▶ **Assignment**
Set down the records that follow in full and without changes.

*** Begin section ***

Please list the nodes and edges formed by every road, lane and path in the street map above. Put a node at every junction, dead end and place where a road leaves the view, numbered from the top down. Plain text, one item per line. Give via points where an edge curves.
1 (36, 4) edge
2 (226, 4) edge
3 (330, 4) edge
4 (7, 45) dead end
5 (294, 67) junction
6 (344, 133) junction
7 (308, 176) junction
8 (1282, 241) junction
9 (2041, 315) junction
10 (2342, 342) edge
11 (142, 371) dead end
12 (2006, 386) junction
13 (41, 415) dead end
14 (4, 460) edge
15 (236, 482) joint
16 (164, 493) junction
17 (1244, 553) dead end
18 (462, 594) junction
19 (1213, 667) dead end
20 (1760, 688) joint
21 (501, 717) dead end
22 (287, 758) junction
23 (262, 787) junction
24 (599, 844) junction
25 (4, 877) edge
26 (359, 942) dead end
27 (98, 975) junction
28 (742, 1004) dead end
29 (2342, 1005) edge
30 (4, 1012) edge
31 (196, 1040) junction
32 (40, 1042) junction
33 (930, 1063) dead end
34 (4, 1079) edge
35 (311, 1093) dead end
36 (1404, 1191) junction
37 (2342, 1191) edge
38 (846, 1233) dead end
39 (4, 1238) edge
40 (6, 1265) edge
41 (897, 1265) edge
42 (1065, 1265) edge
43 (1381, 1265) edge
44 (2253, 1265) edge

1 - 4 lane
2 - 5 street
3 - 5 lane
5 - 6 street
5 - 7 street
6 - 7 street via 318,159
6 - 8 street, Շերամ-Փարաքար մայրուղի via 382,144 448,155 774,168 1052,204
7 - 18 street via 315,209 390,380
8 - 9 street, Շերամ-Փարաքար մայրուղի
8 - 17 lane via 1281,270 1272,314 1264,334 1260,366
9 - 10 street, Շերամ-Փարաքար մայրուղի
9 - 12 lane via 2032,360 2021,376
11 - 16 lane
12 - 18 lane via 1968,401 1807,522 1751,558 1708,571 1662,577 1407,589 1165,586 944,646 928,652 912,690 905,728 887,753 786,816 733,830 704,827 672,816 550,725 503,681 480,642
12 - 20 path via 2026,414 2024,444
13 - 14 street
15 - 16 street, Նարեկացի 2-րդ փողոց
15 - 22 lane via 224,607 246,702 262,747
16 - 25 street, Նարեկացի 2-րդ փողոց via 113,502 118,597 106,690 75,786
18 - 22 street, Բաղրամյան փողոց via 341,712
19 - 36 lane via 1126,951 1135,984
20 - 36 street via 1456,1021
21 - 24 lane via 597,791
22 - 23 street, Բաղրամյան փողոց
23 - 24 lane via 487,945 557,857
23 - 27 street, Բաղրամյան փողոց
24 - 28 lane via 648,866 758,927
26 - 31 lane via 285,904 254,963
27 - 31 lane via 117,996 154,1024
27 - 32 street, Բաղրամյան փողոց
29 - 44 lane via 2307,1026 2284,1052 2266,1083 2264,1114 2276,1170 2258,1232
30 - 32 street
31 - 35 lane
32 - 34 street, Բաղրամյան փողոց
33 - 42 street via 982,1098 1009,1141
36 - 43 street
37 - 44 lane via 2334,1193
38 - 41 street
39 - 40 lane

*** End section ***

▶ **Finished task**
Please list the nodes and edges formed by every road, lane and path in the street map above. Put a node at every junction, dead end and place where a road leaves the view, numbered from the top down. Plain text, one item per line. Give via points where an edge curves.
1 (36, 4) edge
2 (226, 4) edge
3 (330, 4) edge
4 (7, 45) dead end
5 (294, 67) junction
6 (344, 133) junction
7 (308, 176) junction
8 (1282, 241) junction
9 (2041, 315) junction
10 (2342, 342) edge
11 (142, 371) dead end
12 (2006, 386) junction
13 (41, 415) dead end
14 (4, 460) edge
15 (236, 482) joint
16 (164, 493) junction
17 (1244, 553) dead end
18 (462, 594) junction
19 (1213, 667) dead end
20 (1760, 688) joint
21 (501, 717) dead end
22 (287, 758) junction
23 (262, 787) junction
24 (599, 844) junction
25 (4, 877) edge
26 (359, 942) dead end
27 (98, 975) junction
28 (742, 1004) dead end
29 (2342, 1005) edge
30 (4, 1012) edge
31 (196, 1040) junction
32 (40, 1042) junction
33 (930, 1063) dead end
34 (4, 1079) edge
35 (311, 1093) dead end
36 (1404, 1191) junction
37 (2342, 1191) edge
38 (846, 1233) dead end
39 (4, 1238) edge
40 (6, 1265) edge
41 (897, 1265) edge
42 (1065, 1265) edge
43 (1381, 1265) edge
44 (2253, 1265) edge

1 - 4 lane
2 - 5 street
3 - 5 lane
5 - 6 street
5 - 7 street
6 - 7 street via 318,159
6 - 8 street, Շերամ-Փարաքար մայրուղի via 382,144 448,155 774,168 1052,204
7 - 18 street via 315,209 390,380
8 - 9 street, Շերամ-Փարաքար մայրուղի
8 - 17 lane via 1281,270 1272,314 1264,334 1260,366
9 - 10 street, Շերամ-Փարաքար մայրուղի
9 - 12 lane via 2032,360 2021,376
11 - 16 lane
12 - 18 lane via 1968,401 1807,522 1751,558 1708,571 1662,577 1407,589 1165,586 944,646 928,652 912,690 905,728 887,753 786,816 733,830 704,827 672,816 550,725 503,681 480,642
12 - 20 path via 2026,414 2024,444
13 - 14 street
15 - 16 street, Նարեկացի 2-րդ փողոց
15 - 22 lane via 224,607 246,702 262,747
16 - 25 street, Նարեկացի 2-րդ փողոց via 113,502 118,597 106,690 75,786
18 - 22 street, Բաղրամյան փողոց via 341,712
19 - 36 lane via 1126,951 1135,984
20 - 36 street via 1456,1021
21 - 24 lane via 597,791
22 - 23 street, Բաղրամյան փողոց
23 - 24 lane via 487,945 557,857
23 - 27 street, Բաղրամյան փողոց
24 - 28 lane via 648,866 758,927
26 - 31 lane via 285,904 254,963
27 - 31 lane via 117,996 154,1024
27 - 32 street, Բաղրամյան փողոց
29 - 44 lane via 2307,1026 2284,1052 2266,1083 2264,1114 2276,1170 2258,1232
30 - 32 street
31 - 35 lane
32 - 34 street, Բաղրամյան փողոց
33 - 42 street via 982,1098 1009,1141
36 - 43 street
37 - 44 lane via 2334,1193
38 - 41 street
39 - 40 lane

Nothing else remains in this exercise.